Definition: “Faith is the assured expectation of things hoped for, the evident demonstration of realities though not beheld.” (Heb. 11:1) True faith is not credulity, that is, a readiness to believe something without sound evidence or just because a person wants it to be so. Genuine faith requires basic or fundamental knowledge, acquaintance with evidence, as well as heartfelt appreciation of what that evidence indicates. Thus, although it is impossible to have real faith without accurate knowledge[/science], the Bible says that it is “with the heart” that one exercises faith.—Rom. 10:10.
Some people claim to be religious, but they struggle to understand the meaning of “faith.” What is faith, and why is it important?
WHAT SOME PEOPLE SAY
Many people think that a person who has faith simply accepts a belief without having any real evidence. For example, consider a religious person who says, “I believe in God.” If that person is asked, “Why do you believe?” he might reply, “That’s the way I was raised” or, “That’s what I’ve always been taught.” In such cases, there might seem to be little difference between having faith and being gullible. [whereislogic: actually, that sort of acknowledgement may be a bit rare even when it is the reality of the situation, the primary cause for a person to say “I believe in God.”]
WHAT THE BIBLE SAYS
“Faith is the assured expectation of what is hoped for, the evident demonstration of realities that are not seen.” (Hebrews 11:1) For a person’s expectation to be assured, he or she needs to have sound reasons for that assurance. In fact, the original-language word for the phrase “assured expectation” means more than an inner feeling or mere wishful thinking. So faith involves conviction that is based on evidence.

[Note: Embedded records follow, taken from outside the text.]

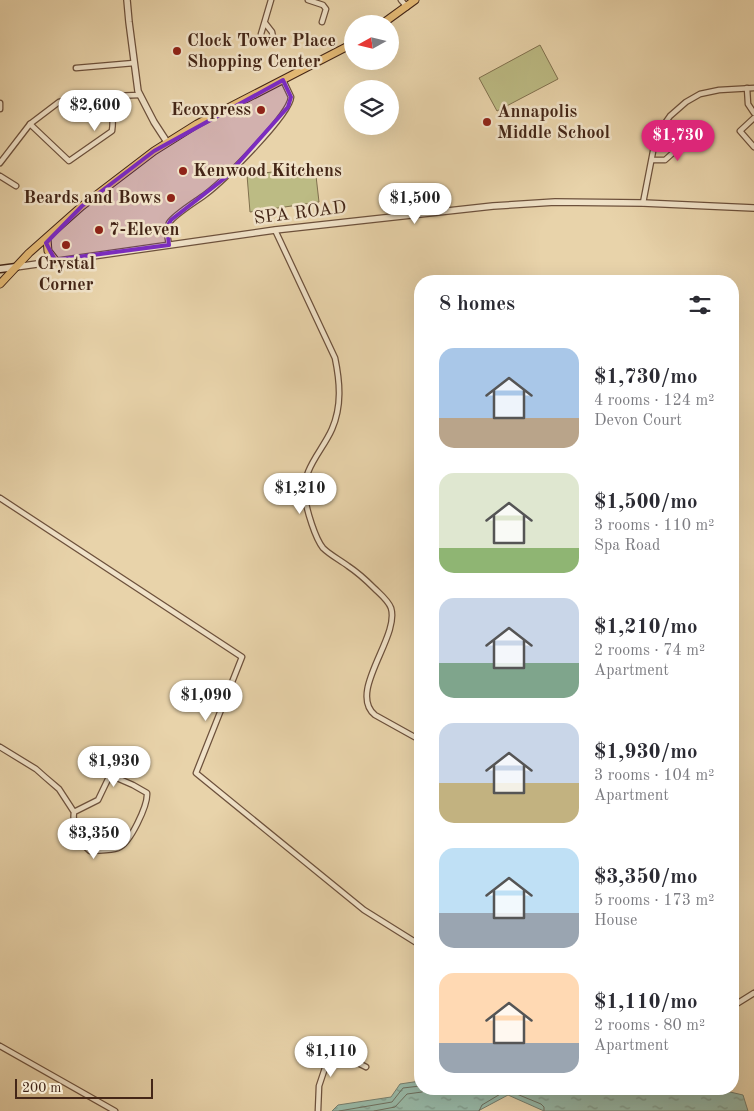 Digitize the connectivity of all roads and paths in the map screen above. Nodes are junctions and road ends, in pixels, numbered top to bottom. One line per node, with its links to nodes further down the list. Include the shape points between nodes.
1 (128, 0): 11 (street)
2 (271, 0): 9 (street)
3 (308, 0): 8 (street, via 326,9)
4 (400, 0): 6 (street)
5 (415, 0): 6 (main road)
6 (407, 6): 7 (main road)
7 (394, 15)
8 (322, 22)
9 (264, 23)
10 (344, 48): 13 (main road)
11 (134, 63): 12 (street); 16 (street)
12 (76, 68)
13 (283, 80): 24 (main road); 34 (street, via 291,97 288,107 264,138 225,178 171,220 167,227)
14 (747, 88): 15 (street); 20 (street, via 748,104); 26 (street, via 700,94 686,102 670,116 656,136)
15 (754, 88)
16 (140, 95): 17 (street); 24 (street)
17 (104, 96): 22 (street, via 59,102); 22 (street, via 112,110 112,132 69,161)
18 (0, 103): 19 (street)
19 (0, 109)
20 (754, 113)
21 (754, 118): 25 (street, via 740,131)
22 (30, 124): 27 (street)
23 (693, 135): 26 (street, via 665,160)
24 (167, 142): 33 (main road, via 109,184)
25 (754, 147)
26 (652, 160): 30 (street)
27 (0, 164)
28 (0, 176): 29 (street)
29 (16, 186)
30 (643, 203): 31 (street, SPA ROAD); 32 (street, SPA ROAD, via 555,202 493,206)
31 (754, 208)
32 (275, 230): 34 (street, SPA ROAD); 40 (street, via 335,358 339,381 339,405 334,422 314,457 306,482 308,512 322,546 371,586 391,610 392,620 367,691 367,703 374,715)
33 (47, 239): 35 (main road, via 48,251); 36 (main road)
34 (169, 245): 35 (street, SPA ROAD)
35 (55, 260): 36 (street, SPA ROAD)
36 (16, 266): 37 (main road, SPA ROAD); 38 (main road)
37 (0, 269)
38 (0, 284)
39 (0, 498): 43 (street, via 242,657 196,773 364,910)
40 (414, 737)
41 (0, 747): 42 (street, via 36,769 59,789)
42 (74, 812): 42 (street, via 98,800 110,775 147,793 133,830 118,849 90,851 82,845)
43 (414, 941)
44 (754, 994): 45 (street)
45 (739, 1002)
46 (0, 1046): 48 (street)
47 (366, 1067): 51 (street, via 348,1058 332,1060 326,1065 319,1086)
48 (96, 1099): 49 (street); 50 (street)
49 (109, 1111)
50 (115, 1111)
51 (318, 1111)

“His [God’s] invisible qualities are clearly seen from the world’s creation onward, because they are perceived by the things made, even his eternal power and Godship.”—Romans 1:20.
HOW would you define faith? Some equate it with blind belief. Influential American essayist and journalist H. L. Mencken once called faith “an illogical belief in the occurrence of the improbable.”

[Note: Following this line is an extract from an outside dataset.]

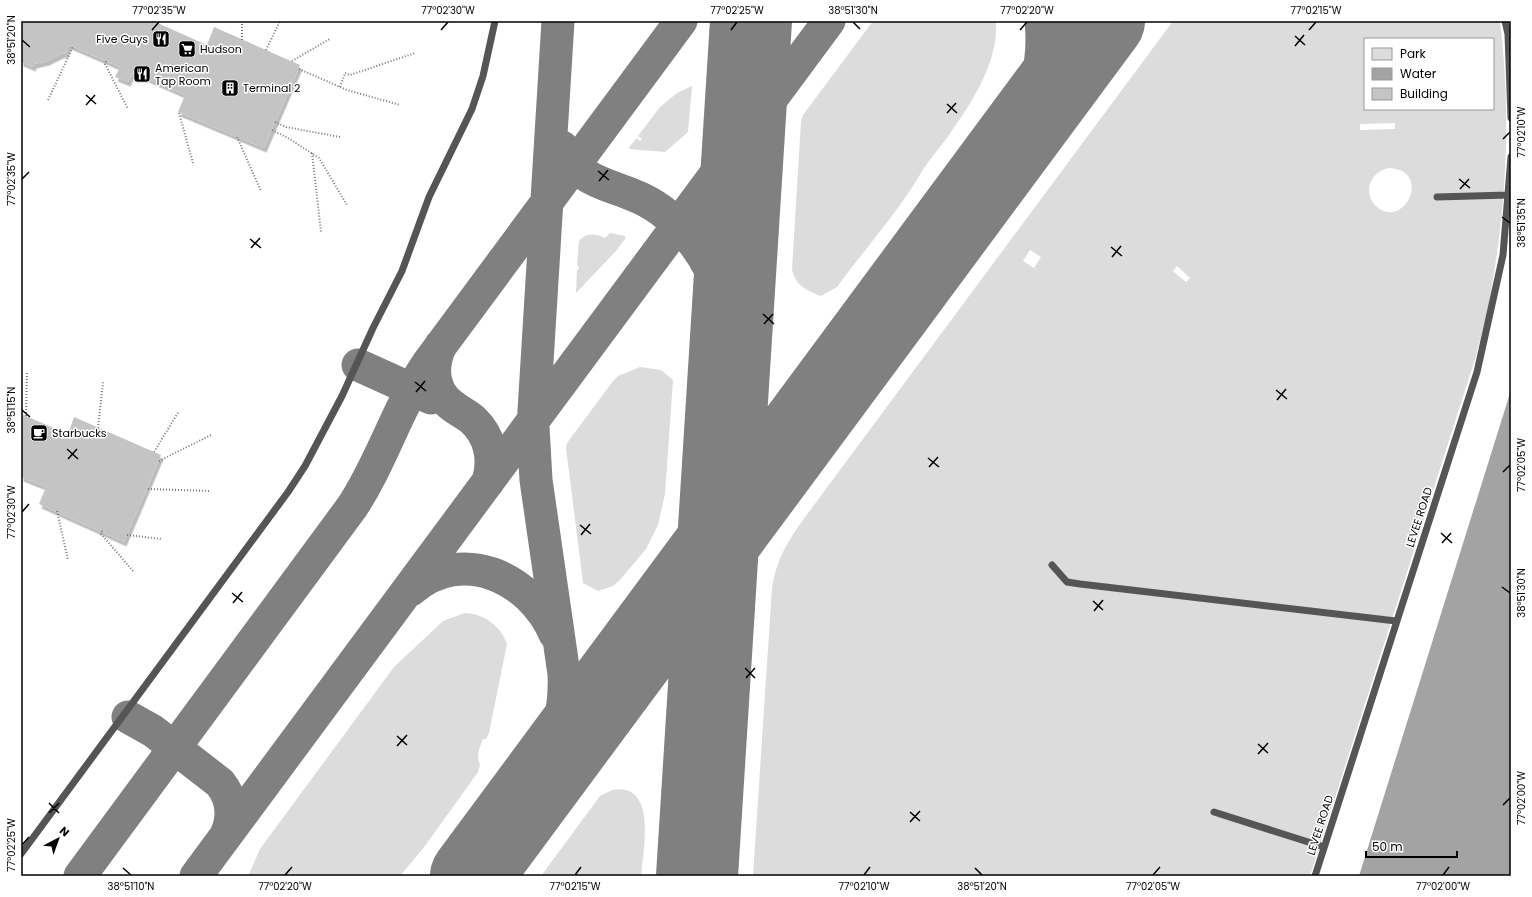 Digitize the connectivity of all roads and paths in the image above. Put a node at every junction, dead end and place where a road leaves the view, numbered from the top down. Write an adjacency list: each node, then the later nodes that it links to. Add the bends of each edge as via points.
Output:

The Bible, in contrast, describes faith as being neither blind nor illogical. God’s Word says: “Faith is the assured expectation of things hoped for, the evident demonstration of realities though not beheld.”—Hebrews 11:1.
Given the different opinions about faith, let us consider the answers to the following questions:
• How is the Bible’s definition different from what many refer to when they talk about faith?
A Title Deed and Solid Evidence
At the time of the writing of the Bible book of Hebrews, the Greek term translated “assured expectation” was commonly used. It often appeared in business documents and carried the idea of a guarantee of future possession of something. Therefore, one reference work suggests that Hebrews 11:1 could be translated: “Faith is the title-deed of things hoped for.”
If you have ever bought an item from a reputable company and then waited for it to be delivered, you have exercised that type of faith. The sales receipt in your hand gave you reason for faith in the company from which you bought the item. In a sense, that receipt was your title deed, your guarantee that you would receive what you purchased. If you had lost the receipt or had thrown it away, you would have lost the proof of your claim of ownership. Similarly, those who have faith that God will fulfill his promises are guaranteed to receive what they hope for. On the other hand, those who do not have faith, or who lose it, are not entitled to receive the things God promises.—James 1:5-8.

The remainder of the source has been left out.